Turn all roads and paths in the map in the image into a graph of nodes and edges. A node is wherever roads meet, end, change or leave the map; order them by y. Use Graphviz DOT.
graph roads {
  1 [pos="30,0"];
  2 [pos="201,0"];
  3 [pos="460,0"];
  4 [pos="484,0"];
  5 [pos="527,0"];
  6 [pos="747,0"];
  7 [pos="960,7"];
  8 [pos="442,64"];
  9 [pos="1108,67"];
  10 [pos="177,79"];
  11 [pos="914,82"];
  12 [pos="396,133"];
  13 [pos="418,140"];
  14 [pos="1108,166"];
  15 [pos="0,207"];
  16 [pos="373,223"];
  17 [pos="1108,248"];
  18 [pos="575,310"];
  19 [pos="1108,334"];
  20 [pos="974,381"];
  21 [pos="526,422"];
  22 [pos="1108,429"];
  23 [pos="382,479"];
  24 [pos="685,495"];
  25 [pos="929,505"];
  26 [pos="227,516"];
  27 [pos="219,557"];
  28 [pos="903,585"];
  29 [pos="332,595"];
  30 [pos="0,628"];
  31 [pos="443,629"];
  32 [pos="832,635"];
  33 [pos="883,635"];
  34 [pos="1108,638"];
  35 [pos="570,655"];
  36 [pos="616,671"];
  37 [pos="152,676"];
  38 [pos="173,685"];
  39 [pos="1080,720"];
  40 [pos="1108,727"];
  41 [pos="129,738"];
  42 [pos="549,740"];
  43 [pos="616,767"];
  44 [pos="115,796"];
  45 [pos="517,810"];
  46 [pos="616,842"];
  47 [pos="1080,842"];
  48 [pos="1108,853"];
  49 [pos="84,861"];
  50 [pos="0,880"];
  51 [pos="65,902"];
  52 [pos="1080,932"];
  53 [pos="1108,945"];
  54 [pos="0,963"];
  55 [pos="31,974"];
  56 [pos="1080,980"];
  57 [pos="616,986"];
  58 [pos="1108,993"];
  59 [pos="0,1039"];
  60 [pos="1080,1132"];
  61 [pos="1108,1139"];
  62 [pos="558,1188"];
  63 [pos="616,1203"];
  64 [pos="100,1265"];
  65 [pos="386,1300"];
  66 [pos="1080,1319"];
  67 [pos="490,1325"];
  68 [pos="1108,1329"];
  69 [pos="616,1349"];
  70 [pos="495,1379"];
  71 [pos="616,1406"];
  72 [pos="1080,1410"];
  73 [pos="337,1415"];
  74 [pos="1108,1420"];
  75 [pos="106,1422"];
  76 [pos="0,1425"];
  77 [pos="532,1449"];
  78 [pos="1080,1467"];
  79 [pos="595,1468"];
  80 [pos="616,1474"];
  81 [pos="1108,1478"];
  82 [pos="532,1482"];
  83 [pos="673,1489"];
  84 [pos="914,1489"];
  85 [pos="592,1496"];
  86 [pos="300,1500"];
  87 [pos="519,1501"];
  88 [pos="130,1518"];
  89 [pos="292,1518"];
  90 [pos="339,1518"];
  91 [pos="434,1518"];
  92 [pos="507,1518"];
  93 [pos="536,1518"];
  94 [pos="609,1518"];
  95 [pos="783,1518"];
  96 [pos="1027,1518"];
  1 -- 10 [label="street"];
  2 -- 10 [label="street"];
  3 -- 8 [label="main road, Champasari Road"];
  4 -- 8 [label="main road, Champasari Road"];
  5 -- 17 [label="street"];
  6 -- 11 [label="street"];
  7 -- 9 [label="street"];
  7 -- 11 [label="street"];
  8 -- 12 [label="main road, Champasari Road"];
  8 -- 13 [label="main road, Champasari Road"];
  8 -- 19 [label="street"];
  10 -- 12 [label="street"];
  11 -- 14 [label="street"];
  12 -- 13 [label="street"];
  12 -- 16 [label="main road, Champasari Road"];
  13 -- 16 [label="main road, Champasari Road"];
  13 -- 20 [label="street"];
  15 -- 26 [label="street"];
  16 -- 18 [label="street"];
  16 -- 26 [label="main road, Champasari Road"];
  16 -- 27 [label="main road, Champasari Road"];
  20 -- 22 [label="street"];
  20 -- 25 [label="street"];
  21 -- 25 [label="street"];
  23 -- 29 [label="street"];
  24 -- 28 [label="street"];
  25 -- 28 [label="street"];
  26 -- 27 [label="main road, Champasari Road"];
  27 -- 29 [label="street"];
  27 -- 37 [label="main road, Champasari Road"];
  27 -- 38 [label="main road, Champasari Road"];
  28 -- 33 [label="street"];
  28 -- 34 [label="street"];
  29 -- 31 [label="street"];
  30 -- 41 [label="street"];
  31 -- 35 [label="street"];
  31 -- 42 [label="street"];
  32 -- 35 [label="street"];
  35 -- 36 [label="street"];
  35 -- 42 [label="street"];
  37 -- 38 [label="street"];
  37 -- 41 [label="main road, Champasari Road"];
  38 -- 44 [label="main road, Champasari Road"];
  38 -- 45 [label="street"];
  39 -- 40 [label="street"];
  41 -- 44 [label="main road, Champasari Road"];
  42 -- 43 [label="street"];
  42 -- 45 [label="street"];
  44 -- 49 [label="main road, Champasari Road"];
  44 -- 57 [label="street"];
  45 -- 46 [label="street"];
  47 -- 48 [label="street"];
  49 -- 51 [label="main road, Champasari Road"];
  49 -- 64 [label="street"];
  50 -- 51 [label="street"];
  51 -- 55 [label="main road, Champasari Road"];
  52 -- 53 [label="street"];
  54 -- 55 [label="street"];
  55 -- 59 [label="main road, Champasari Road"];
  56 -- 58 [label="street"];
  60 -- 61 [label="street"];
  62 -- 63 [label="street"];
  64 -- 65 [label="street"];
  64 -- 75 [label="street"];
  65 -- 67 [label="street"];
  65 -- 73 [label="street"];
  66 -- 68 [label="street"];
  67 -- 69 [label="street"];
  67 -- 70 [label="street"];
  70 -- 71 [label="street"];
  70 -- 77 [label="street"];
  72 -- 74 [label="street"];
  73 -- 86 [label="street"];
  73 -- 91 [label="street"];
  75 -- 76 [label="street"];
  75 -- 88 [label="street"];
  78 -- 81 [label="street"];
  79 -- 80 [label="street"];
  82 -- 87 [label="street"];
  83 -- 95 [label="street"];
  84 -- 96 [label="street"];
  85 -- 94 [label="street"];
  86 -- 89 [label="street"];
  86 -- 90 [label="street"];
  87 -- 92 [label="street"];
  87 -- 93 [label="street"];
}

> [Your objective] Whenever a line of the material above contains the string "graph", copy that line out.

> [Written response]
Turn all roads and paths in the map in the image into a graph of nodes and edges. A node is wherever roads meet, end, change or leave the map; order them by y. Use Graphviz DOT.
graph roads {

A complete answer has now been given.